# TASK TO COMPLETE
An exact reproduction of the records is required. Images must be left out.

[ENTRIES PROVIDED Boundary: Start]

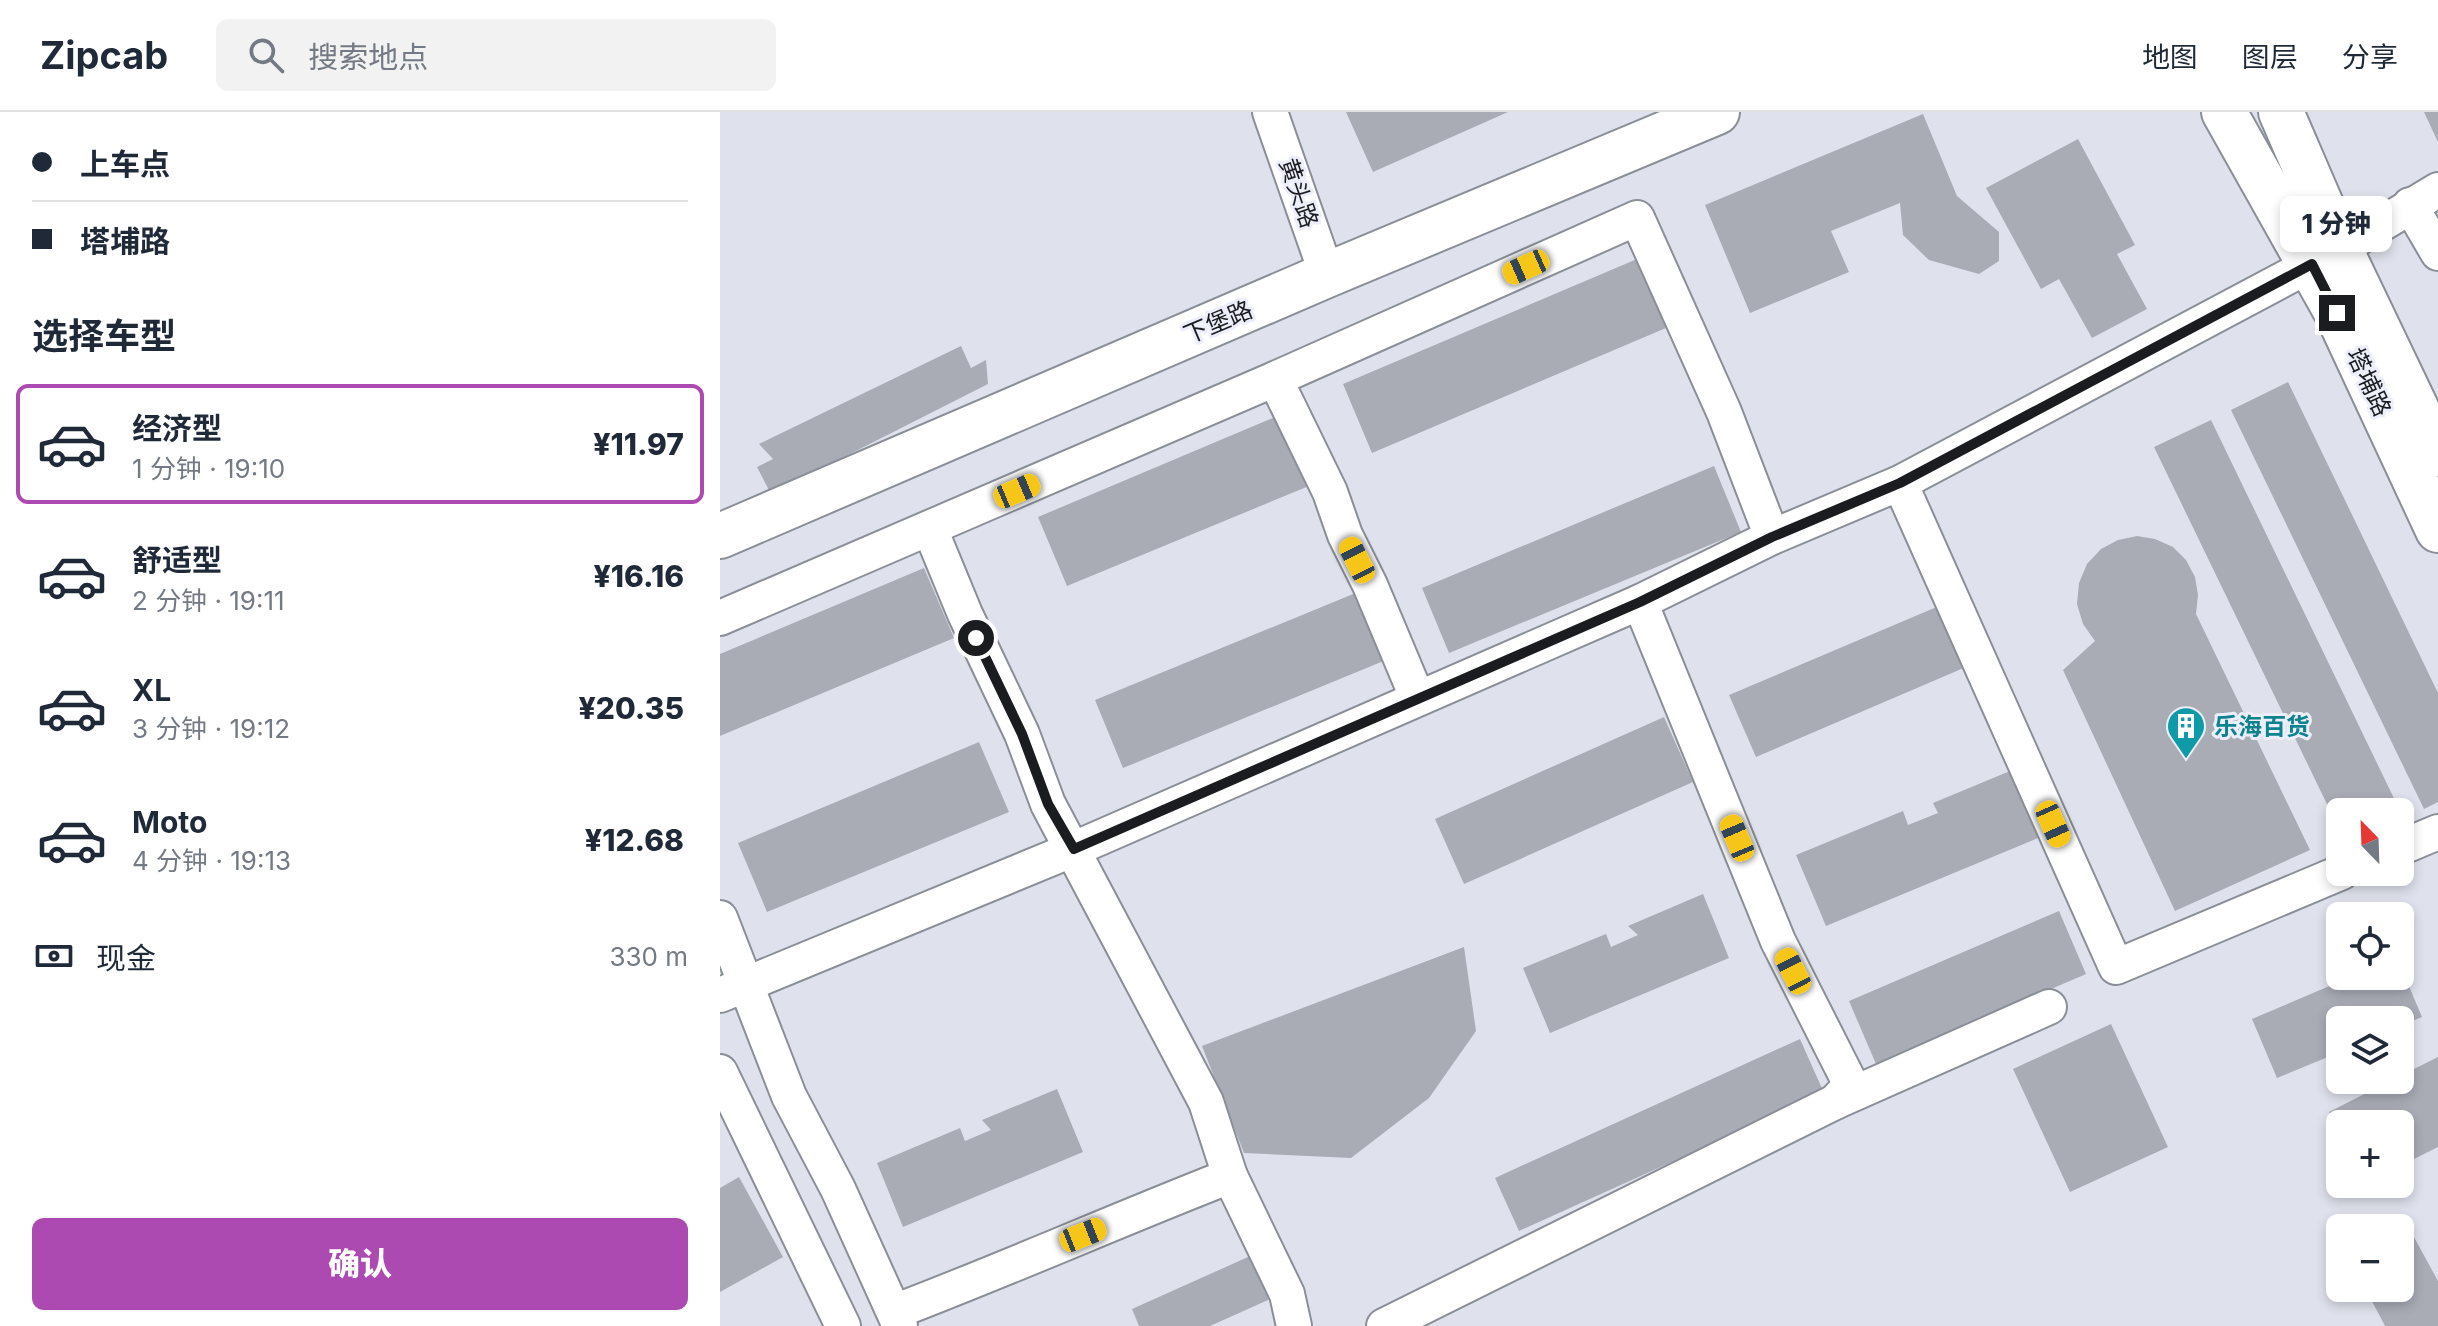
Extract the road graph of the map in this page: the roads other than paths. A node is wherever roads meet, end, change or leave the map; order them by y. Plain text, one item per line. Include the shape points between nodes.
1 (1270, 112) edge
2 (1717, 112) edge
3 (2224, 112) edge
4 (2281, 112) edge
5 (2424, 198) edge
6 (2438, 253) edge
7 (2326, 257) junction
8 (1327, 275) junction
9 (1275, 379) junction
10 (2438, 454) edge
11 (1900, 483) junction
12 (930, 529) junction
13 (2438, 530) edge
14 (720, 536) edge
15 (1772, 537) junction
16 (1640, 602) junction
17 (720, 618) edge
18 (1417, 697) junction
19 (2438, 832) edge
20 (2414, 842) edge
21 (1074, 849) junction
22 (2326, 879) edge
23 (720, 918) edge
24 (733, 989) edge
25 (2049, 1007) dead end
26 (720, 1072) edge
27 (1835, 1102) junction
28 (1230, 1176) junction
29 (897, 1319) edge
30 (843, 1326) edge
31 (1294, 1326) edge
32 (1384, 1326) edge

1 - 8 street, 黄头路
2 - 8 street, 下堡路
3 - 7 street, 塔埔路
4 - 7 street, 塔埔路
5 - 6 street
5 - 7 street
7 - 10 street, 塔埔路
7 - 11 street
7 - 13 street, 塔埔路
8 - 14 street, 下堡路
9 - 12 street
9 - 15 street via 1637,218 1724,412
9 - 18 street via 1330,492
11 - 15 street
11 - 22 street via 2116,967
12 - 17 street
12 - 21 street via 1048,804
15 - 16 street
16 - 18 street
16 - 27 street via 1778,941 1851,1085
18 - 21 street
19 - 20 street
21 - 24 street
21 - 28 street via 1206,1102
23 - 24 street
24 - 29 street via 838,1189
25 - 27 street
26 - 30 street
27 - 32 street
28 - 29 street
28 - 31 street via 1287,1294

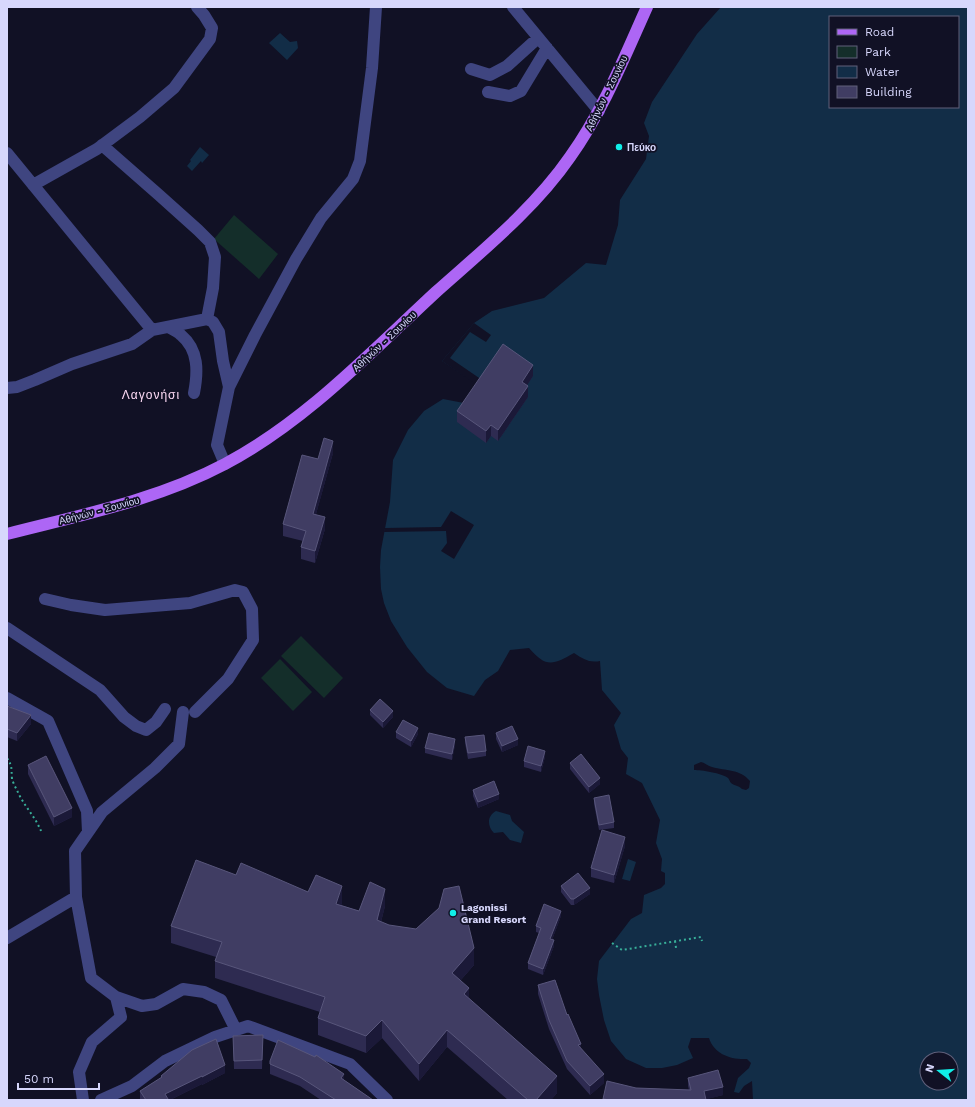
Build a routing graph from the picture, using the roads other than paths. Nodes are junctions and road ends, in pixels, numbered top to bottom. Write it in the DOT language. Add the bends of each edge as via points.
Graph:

[ENTRIES PROVIDED Boundary: End]

# WRITTEN ANSWER
Extract the road graph of the map in this page: the roads other than paths. A node is wherever roads meet, end, change or leave the map; order them by y. Plain text, one item per line. Include the shape points between nodes.
1 (1270, 112) edge
2 (1717, 112) edge
3 (2224, 112) edge
4 (2281, 112) edge
5 (2424, 198) edge
6 (2438, 253) edge
7 (2326, 257) junction
8 (1327, 275) junction
9 (1275, 379) junction
10 (2438, 454) edge
11 (1900, 483) junction
12 (930, 529) junction
13 (2438, 530) edge
14 (720, 536) edge
15 (1772, 537) junction
16 (1640, 602) junction
17 (720, 618) edge
18 (1417, 697) junction
19 (2438, 832) edge
20 (2414, 842) edge
21 (1074, 849) junction
22 (2326, 879) edge
23 (720, 918) edge
24 (733, 989) edge
25 (2049, 1007) dead end
26 (720, 1072) edge
27 (1835, 1102) junction
28 (1230, 1176) junction
29 (897, 1319) edge
30 (843, 1326) edge
31 (1294, 1326) edge
32 (1384, 1326) edge

1 - 8 street, 黄头路
2 - 8 street, 下堡路
3 - 7 street, 塔埔路
4 - 7 street, 塔埔路
5 - 6 street
5 - 7 street
7 - 10 street, 塔埔路
7 - 11 street
7 - 13 street, 塔埔路
8 - 14 street, 下堡路
9 - 12 street
9 - 15 street via 1637,218 1724,412
9 - 18 street via 1330,492
11 - 15 street
11 - 22 street via 2116,967
12 - 17 street
12 - 21 street via 1048,804
15 - 16 street
16 - 18 street
16 - 27 street via 1778,941 1851,1085
18 - 21 street
19 - 20 street
21 - 24 street
21 - 28 street via 1206,1102
23 - 24 street
24 - 29 street via 838,1189
25 - 27 street
26 - 30 street
27 - 32 street
28 - 29 street
28 - 31 street via 1287,1294

Build a routing graph from the picture, using the roads other than paths. Nodes are junctions and road ends, in pixels, numbered top to bottom. Write it in the DOT language. Add the bends of each edge as via points.
Graph:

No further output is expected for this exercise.